Le nom « Anatolie » a une histoire intéressante. Lorsque l’Empire romain a été divisé en ses parties orientale et occidentale (Saint), la région orientale a été nommée Byzance, qui couvrait la région située entre les continents européen et asiatique. Les territoires asiatiques comprenaient la péninsule connue sous le nom d’Asie Mineure, qui est une masse continentale entourée sur trois côtés par la mer Noire au nord, la mer Égée et la mer de Marmara à l’ouest et la mer Méditerranée au sud, comme le montre l’image 6.1 ci-dessous.
La capitale de Byzance depuis 330 de notre ère s’appelait Constantinople, en l’honneur de l’empereur romain Constantin qui l’a fondée sur les rives occidentales de la mer de Marmara et du détroit du Bosphore. Après la chute de l’Empire ottoman, le nom de la ville a été changé en Istanbul. Selon une théorie, qui semble être la plus logique et la plus acceptable, le nom était basé sur le terme grec « is tin boli » (vers la ville) qui est la version corrompue du terme grec. Le territoire de l’empire situé à l’est de la capitale était nommé Anatolie, ce qui signifie « est » en grec. Par conséquent, au début et à l’époque médiévale, les régions les plus orientales de Byzance étaient appelées Anatolie, ce qui impliquait les territoires les plus orientaux de l’empire. La carte de l’image 6.1 montre l’étendue de l’Asie mineure, ou Anatolie.

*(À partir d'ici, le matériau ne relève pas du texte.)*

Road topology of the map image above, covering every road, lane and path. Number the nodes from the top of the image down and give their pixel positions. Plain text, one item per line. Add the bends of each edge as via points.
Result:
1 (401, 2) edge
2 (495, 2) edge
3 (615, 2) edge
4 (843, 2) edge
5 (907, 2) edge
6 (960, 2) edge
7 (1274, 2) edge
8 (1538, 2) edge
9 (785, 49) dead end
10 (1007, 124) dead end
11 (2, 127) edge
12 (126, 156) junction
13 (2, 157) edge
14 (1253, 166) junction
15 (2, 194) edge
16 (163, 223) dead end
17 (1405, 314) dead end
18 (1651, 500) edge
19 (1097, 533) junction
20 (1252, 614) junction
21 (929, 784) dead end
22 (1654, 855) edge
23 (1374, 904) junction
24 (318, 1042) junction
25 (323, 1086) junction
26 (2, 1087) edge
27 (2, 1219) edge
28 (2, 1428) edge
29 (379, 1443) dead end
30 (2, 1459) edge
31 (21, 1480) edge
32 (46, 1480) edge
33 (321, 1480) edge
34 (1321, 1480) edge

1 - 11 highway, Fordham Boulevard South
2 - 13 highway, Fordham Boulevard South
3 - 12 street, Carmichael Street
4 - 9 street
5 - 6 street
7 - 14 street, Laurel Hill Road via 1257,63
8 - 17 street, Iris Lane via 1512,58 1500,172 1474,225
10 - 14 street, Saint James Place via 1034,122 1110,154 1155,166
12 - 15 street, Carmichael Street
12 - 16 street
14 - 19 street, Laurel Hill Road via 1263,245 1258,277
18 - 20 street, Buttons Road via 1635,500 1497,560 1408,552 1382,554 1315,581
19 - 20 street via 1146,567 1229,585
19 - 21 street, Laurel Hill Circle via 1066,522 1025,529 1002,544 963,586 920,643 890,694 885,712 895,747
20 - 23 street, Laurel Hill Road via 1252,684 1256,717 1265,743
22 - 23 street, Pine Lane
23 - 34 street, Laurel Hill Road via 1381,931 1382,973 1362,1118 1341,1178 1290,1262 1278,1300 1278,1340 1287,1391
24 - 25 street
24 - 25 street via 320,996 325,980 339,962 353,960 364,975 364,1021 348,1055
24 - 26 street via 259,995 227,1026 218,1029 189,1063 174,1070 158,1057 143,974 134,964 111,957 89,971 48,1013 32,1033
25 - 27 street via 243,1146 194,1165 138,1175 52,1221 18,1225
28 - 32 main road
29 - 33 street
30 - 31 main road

6.1 – La carte de l’Asie mineure, ou Anatolie, et ses frontières géographiques. Carte britannique, XIXe s.
Jusqu’à la fin du XIXe siècle, sur toutes les cartes produites dans l’Empire ottoman, le nom d’Anatolie était utilisé pour désigner une partie de l’empire qui se trouvait dans la péninsule d’Asie mineure. Les frontières approximatives de l’Anatolie partent de la ville d’Alexandretta, l’actuelle ville d’Iskenderun, et s’étendent ensuite vers le nord-est en passant par les villes de Kahraman-Marash, Malatia, Erzinjan et Baiburt jusqu’aux villes de Hopa et Batumi, sur la côte de la mer Noire. Le reste du territoire de la Turquie actuelle n’est pas l’Anatolie, mais la majeure partie de ce territoire était plus connue sous le nom de « Hautes terres arméniennes », où se trouvait la Grande Arménie historique. Dans sa partie centrale, cette frontière longe l’Euphrate.
Ainsi, avant ces changements vers les années 1920, le nom d’Anatolie ou d’Asie mineure désignait le territoire situé à l’ouest des Hautes terres arméniennes ou du plateau arménien, qui constitue environ 60 % du territoire de la République de Turquie.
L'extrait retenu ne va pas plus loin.